Nathan has asked me (several times...) about making it easy for existing Java applications to be instrumented into PCP. The way Aconex originally did this was quite deeply embedded in the life-cycle of our main application, and requires more configuration and effort than ideal. Lots of things in the Java world have come about since we started, and we've certainly learned more since then. What follows is an attempt to outline what I would say to someone trying to integrate a Java app into PCP.
I thought of 2 phases a user might go through in this journey of discovery of instrumenting their Java stuff with PCP:
1) I have a Java app not under my source control I'd really like to instrument into PCP 2) I have a Java app I do have source control of, and would like to start exposing more stuff to PCP
For the first example, I see a Cuckoo's Egg (see [4]) mechanism where we need a way to 'hijack' the JVM to allow an instrumentation path with the least amount of modification possible. Originally I hacked up a mechanisms that injected a custom JAR embedded into the application by placing the JAR in a known location that was the source of libraries loaded, and then leveraged Log4j's configuration mechanism to create a custom "appender" that bootstrapped the instrumentation process. Crafty, but seriously hacky.
For this simple/general case I now think a the best & easiest approach is to use Jolokia (see [1]) via it's agent mechanism (see [2]). Jolokia is an awesome library that allows exposure of Java JMX objects within a running JVM process via a really nice RESTful API. Really top stuff. Since the JVM itself exposes JMX objects, it's really easy to get the Java Memory info & others sucked out via REST by hijacking the JVM through this method.

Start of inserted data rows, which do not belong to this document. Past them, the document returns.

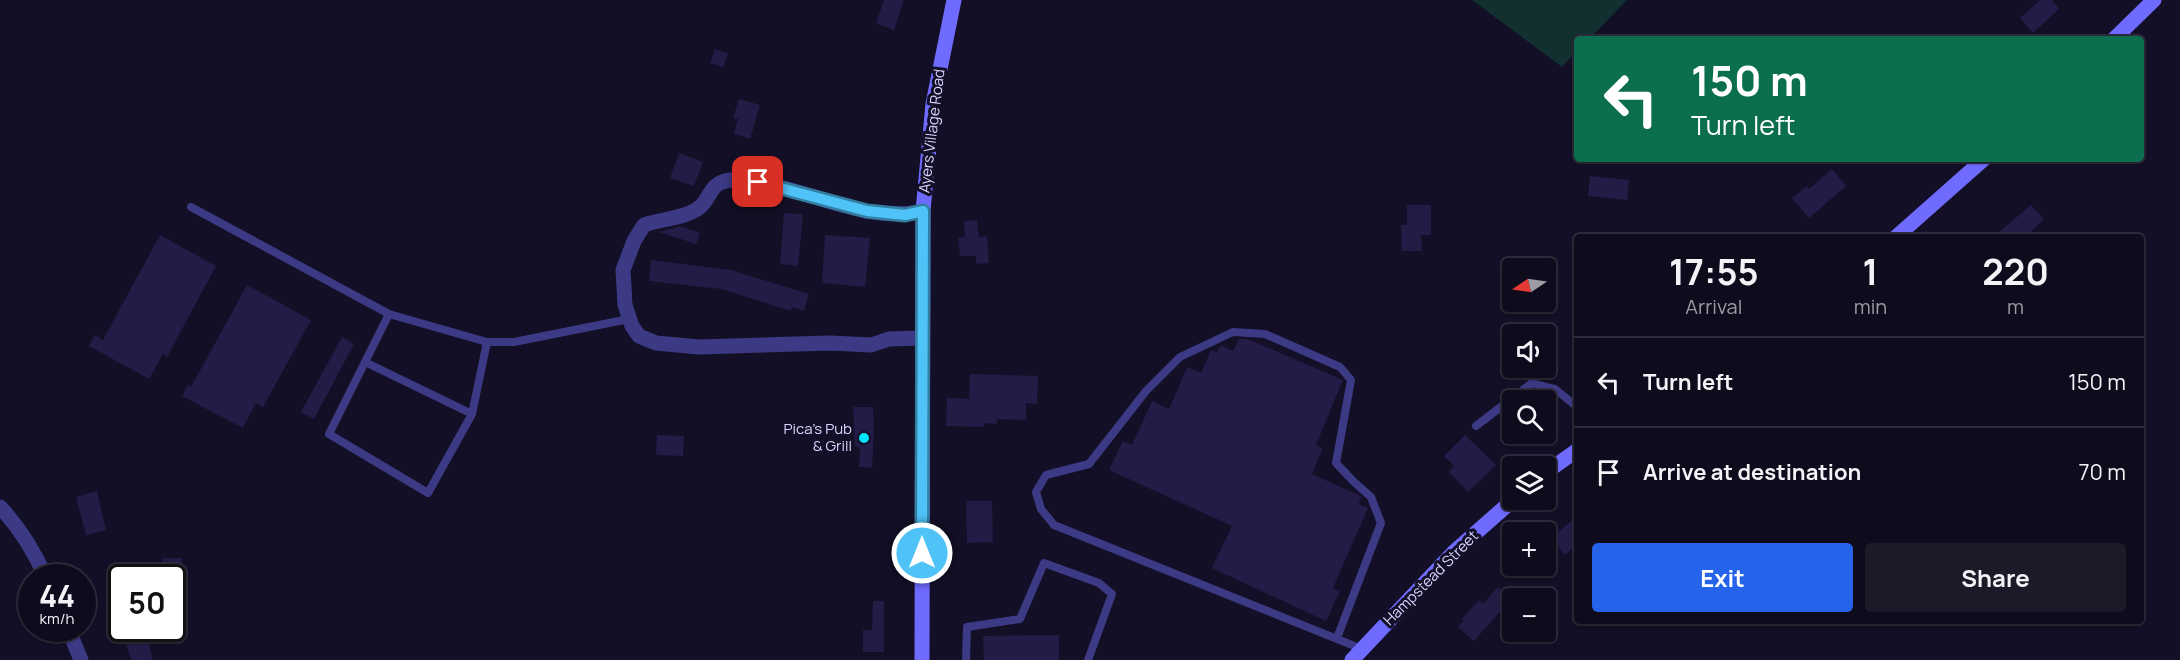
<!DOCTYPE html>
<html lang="en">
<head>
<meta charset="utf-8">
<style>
	body { margin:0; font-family:Manrope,sans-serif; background:#1c1929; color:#f1f3f6; height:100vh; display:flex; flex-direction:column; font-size:22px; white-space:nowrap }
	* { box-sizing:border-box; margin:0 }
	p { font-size:20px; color:#9b9ba3 }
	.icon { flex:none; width:33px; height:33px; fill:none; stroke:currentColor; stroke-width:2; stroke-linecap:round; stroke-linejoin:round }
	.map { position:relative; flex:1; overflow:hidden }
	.details { position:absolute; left:1574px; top:234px; width:570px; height:390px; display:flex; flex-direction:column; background:#0e0b1c; border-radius:6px; box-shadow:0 2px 4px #0004,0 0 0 2px #2e2b3b }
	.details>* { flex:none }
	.guide { position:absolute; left:1574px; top:36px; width:570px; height:126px; border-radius:6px; box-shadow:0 2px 4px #0004,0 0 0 2px #2e2b3b; background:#0b6e4f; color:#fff; overflow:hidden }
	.needle { width:39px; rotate:257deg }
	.buttons { position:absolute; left:1502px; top:258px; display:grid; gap:12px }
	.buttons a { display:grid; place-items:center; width:54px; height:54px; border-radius:6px; background:#0e0b1c; box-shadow:0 2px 4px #0004,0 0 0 2px #2e2b3b; font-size:30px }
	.speed { position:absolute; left:18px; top:564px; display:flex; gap:12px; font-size:30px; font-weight:700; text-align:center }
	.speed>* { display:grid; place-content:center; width:78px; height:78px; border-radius:50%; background:#0e0b1c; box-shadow:0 2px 4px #0004,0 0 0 2px #2e2b3b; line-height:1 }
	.speed small { font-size:15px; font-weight:400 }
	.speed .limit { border:3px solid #111; border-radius:9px; background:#fff; color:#111 }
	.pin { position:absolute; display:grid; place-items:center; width:51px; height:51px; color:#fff; margin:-26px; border-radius:12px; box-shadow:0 3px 9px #0006 }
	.me { position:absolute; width:66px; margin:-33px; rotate:0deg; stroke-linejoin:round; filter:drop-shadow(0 0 4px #0008) }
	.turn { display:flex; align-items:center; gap:21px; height:126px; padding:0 18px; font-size:27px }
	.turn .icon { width:78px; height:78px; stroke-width:2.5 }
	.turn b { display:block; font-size:42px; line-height:51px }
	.eta { display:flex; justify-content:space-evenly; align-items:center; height:102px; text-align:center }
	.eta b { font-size:36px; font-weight:700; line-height:42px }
	.primary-button { display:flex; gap:12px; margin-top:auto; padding:12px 18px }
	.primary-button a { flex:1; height:69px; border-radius:6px; background:#2563eb; color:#fff; font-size:24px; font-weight:700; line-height:69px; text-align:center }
	.primary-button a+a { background:#1c1929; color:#f1f3f6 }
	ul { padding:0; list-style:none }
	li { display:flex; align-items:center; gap:18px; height:90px; padding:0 18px; border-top:2px solid #2e2b3b }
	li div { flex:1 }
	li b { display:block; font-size:22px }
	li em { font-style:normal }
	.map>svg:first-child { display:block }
	.green { fill:#12302f }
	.building { fill:#241b47 }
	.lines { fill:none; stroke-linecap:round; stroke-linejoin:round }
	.service { stroke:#3d3a85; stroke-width:8 }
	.minor { stroke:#3d3a85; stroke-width:15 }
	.secondary { stroke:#6f6bff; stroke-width:15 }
	.route-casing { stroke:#337fa1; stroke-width:15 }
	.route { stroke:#4fc3f7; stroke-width:10 }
	.poi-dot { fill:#00e5ff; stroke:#130f26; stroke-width:2 }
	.labels { text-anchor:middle; stroke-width:6; stroke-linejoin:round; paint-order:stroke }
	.street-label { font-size:15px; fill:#d9d4ff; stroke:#130f26 }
	.poi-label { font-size:15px; fill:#d9d4ff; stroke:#130f26; text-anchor:end }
</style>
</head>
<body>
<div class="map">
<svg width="2180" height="660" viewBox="0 0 2180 660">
	<rect width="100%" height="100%" fill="#130f26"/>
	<!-- green -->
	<path class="green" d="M1472,0h155l-38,39h-13v13l-14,15z"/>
	<!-- building -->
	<g class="building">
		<path d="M884,0h20l-10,30 -18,-7z"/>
		<path d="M2040,0h12l7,9 -26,24 -13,-15z"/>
		<path d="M715,49l13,4 -5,14 -13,-4z"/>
		<path d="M739,99l21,6 -10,34 -16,-5 4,-15 -5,-1z"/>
		<path d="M679,153l24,9 -9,24 -24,-8z"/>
		<path d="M1832,169l14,17 -37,32 -17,-20 15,-12 2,3z"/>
		<path d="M1590,176l39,4 -2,20 -39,-4z"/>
		<path d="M1407,205h24v30h-10l1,16h-20l-1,-26h6z"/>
		<path d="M2031,205l13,14 -19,18h-32z"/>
		<path d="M784,213l19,1 -5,52 -18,-2z"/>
		<path d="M977,220l2,17 8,-1 2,27 -13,1v-8h-16l-2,-18 7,-1 -1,-16z"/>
		<path d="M680,226l20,7 -4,11 -37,-12z"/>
		<path d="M160,235l56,31 -49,91 -4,-3 -14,25 -60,-33 6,-11 8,5z"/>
		<path d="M825,235l45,3 -5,49 -43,-4z"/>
		<path d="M651,260l80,10 78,24 -5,17 -12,-4 -1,4 -70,-22 -72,-8z"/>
		<path d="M247,285l64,35 -48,87 -7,-4 -13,25 -61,-32 6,-11 3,2z"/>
		<path d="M342,337l12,7 -40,75 -13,-7z"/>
		<path d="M1239,339h9l95,41 -27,65 7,3 -11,26 49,22 -2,8 9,4 -35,80 7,3 -14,30 -114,-53 20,-42 -123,-56 14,-29 9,4 20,-44 17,8 18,-42 14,6 10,-23 6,2 4,-7 12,6z"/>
		<path d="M970,374l68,2 -1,28 -11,-1v17l-29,-1v5l-13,-1v4l-38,-1 1,-28 22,1z"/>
		<path d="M853,407h20l1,23 -2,38 -13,-1 1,-19 -5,-2z"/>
		<path d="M657,435l27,1 -1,20 -27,-1z"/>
		<path d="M1465,435l31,30 -28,27 -19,-20 5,-6 -10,-10z"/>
		<path d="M97,491l9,39 -20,5 -10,-38z"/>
		<path d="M966,501h26l1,41 -26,1z"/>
		<path d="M1576,517v28l-11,10 -14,-17z"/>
		<path d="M163,558h19l-2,20h-18z"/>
		<path d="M1498,587l13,12 -37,42 -16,-14 6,-7 -2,-1 17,-19 4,4z"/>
		<path d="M873,601h11v51h-21v-22h9z"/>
		<path d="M145,630l8,30h-22l-7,-24z"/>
		<path d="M1059,635v25h-75l-1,-24z"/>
	</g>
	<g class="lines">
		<!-- service -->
		<g class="service">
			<path d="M191,207l198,107 98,28h27l115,-23"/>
			<path d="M389,314l-60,120 99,59 44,-79 15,-72"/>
			<path d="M365,362l107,52"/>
			<path d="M1476,426l56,-43 23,6 21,17"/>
			<path d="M1337,638l44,-115 -10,-26 -18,-16 -17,-18 15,-83 -11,-13 -75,-33 -32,-2 -53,25 -34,34 -57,73 -43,11 -10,17 5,17 13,16 308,124"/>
			<path d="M966,660l1,-33 53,-8 24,-56 55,20 13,11 -24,66"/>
		</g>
		<!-- minor -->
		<g class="minor">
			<path d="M922,338l-33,1 -18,6 -41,-2 -131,4 -43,-4 -17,-7 -7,-10 -7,-21 -2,-35 11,-29 10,-16c17,-6 44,-7 57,-19 11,-11 9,-23 29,-26 17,-2 34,3 50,7 47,12 95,35 143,24"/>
			<path d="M0,507c20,21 34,44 46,71"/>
			<path d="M68,628l13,32"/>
		</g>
		<!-- secondary -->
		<g class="secondary">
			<path d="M2114,39l40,-39"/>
			<path d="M1896,237l88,-78"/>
			<path d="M1545,473l31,-22"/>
			<path d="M922,660l1,-449 10,-107 21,-104"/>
			<path d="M1352,660l102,-108 59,-52"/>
		</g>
	</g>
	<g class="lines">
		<!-- route casing -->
		<g class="route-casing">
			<path id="route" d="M758,182l109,29 38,4 18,-4 -1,342"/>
		</g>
		<!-- route -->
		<use href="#route" class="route"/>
	</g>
	<!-- markers -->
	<circle class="poi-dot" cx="864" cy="438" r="6"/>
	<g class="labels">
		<!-- street labels -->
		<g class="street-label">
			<text transform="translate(932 131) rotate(-83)" y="5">Ayers Village Road</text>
			<text transform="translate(1431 578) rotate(-45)" y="5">Hampstead Street</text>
		</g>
		<!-- poi labels -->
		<g class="poi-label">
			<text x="852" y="434">Pica's Pub<tspan x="852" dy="17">&amp; Grill</tspan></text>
		</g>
	</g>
</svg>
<div class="buttons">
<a><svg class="needle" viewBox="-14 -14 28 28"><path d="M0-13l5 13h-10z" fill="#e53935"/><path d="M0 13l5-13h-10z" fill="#9b9ba3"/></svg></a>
<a><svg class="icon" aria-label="sound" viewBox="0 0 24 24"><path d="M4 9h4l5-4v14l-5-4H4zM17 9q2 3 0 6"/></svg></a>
<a><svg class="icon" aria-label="search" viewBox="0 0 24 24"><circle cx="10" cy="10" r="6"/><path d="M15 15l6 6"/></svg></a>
<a><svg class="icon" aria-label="layers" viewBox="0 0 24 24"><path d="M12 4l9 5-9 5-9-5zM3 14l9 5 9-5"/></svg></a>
<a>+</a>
<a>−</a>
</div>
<div class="speed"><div>44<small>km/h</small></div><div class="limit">50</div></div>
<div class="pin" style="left:758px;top:182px;background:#d93025"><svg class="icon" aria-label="arrive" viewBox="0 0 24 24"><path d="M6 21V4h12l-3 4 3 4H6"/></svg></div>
<svg class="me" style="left:922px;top:553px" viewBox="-20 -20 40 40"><circle r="17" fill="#4fc3f7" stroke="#fff" stroke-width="3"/><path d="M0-11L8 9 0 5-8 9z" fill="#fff"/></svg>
<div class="guide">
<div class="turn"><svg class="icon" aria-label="left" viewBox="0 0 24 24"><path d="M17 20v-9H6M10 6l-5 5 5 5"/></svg><div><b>150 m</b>Turn left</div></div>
</div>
<section class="details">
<div class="eta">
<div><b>17:55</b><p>Arrival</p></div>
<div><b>1</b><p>min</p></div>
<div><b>220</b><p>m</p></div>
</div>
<ul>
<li><svg class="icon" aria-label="left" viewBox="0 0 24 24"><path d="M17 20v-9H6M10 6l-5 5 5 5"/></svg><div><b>Turn left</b></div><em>150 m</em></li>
<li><svg class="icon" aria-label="arrive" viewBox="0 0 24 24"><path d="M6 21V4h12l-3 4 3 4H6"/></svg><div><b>Arrive at destination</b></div><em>70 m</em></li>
</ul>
<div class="primary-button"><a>Exit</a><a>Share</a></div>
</section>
</div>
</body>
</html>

The 'documentation', if you will, for telling PCP users how to do it would be something like:
1) Download Jolokia jar, place it somewhere on the host of the Java process 2) Force the Java process to launch with a subtle change to the command line. Many Java apps support the JAVA_OPTS environment variable method to allow building extra options (particularly to give a Java app more Heap memory in certain circumstances). This would allow the injection of the Jolokia Java Agent to start and expose the REST interface on a port (see [2])
A fairly standard Java PCP PMDA could be written for this approach, indeed our recent ActiveMQ PMDA follows this approach, but isn't yet generic enough to use here, but the calls through to Jolokia are there (see [7]). It could query the REST interface for known JMX namespace entries to soak out the metrics you want. The JVM versions from time to time tweak different JMX namespaces particularly if the Garbage Collector method changes, but it's usually from a well formed base that a simple iteration from a root of a name space to create matching PCP metrics might be fine.
So now the user thinks, "ok this is awesome, I'd like to create my own objects to expose to PCP" or another scenario "The Built In JVM instrumentation here is great, but there's a few other JMX beans I've just discovered in this darn app I think would be good to expose too", perhaps the base/simple Jolokia agent could be configured to add extra JMX namespace mappings to include as well?
Now we move on to the next scenario, where the user has control over the source code. I was thinking the best recommendation is to suggest the user adopts the DropWizard (nee Codahale) Metrics library (see [3]). This comprehensive package allows excellent metric definitions within the code in a nice way, although it doesn't quite have that Instance Domain concept that PCP has, which is powerful, but probably an Advanced Rocketry mode for many. By going down the DropWizard Metrics route, the Java developer can easily expose the metrics via JMX, which then leads down the above Jolokia route, or PCP could have a companion module for DropWizard Metrics which allows exporting these metrics to PCP. DropWizard Metrics already supports several Reporter interfaces to things like Ganglia (see [8], it shouldn't be that hard to create an interface. The BIM team within Aconex has created a Parfait fork that allows exporting DropWizard Metrics into PCP via Parfait.
Parfait though is not easy to configure and setup however. As a library it really needs a 2.0'ing, start from scratch with new information & ideas. An alternative idea perhaps might be to use the built-in(*gasp*) CSV Reporter interface of DropWizard Metrics might allow a simple soaking up of values.. Hacky!.. :) Honestly a reworking of Parfait to make it simpler, cleaner, tighter code would be good. I'd also like that module migrated to GitHub (off Mercurial), within the 'performancecopilot' Organization namespace.
So there you go, the ideas I've had cooking around in my mind for a while, and waiting for a time to chat to Nathan face to face (I was too lazy to type this up before and also never here at Aconex when he comes over to the city).
Happy New Year to all.
Paul Smith
|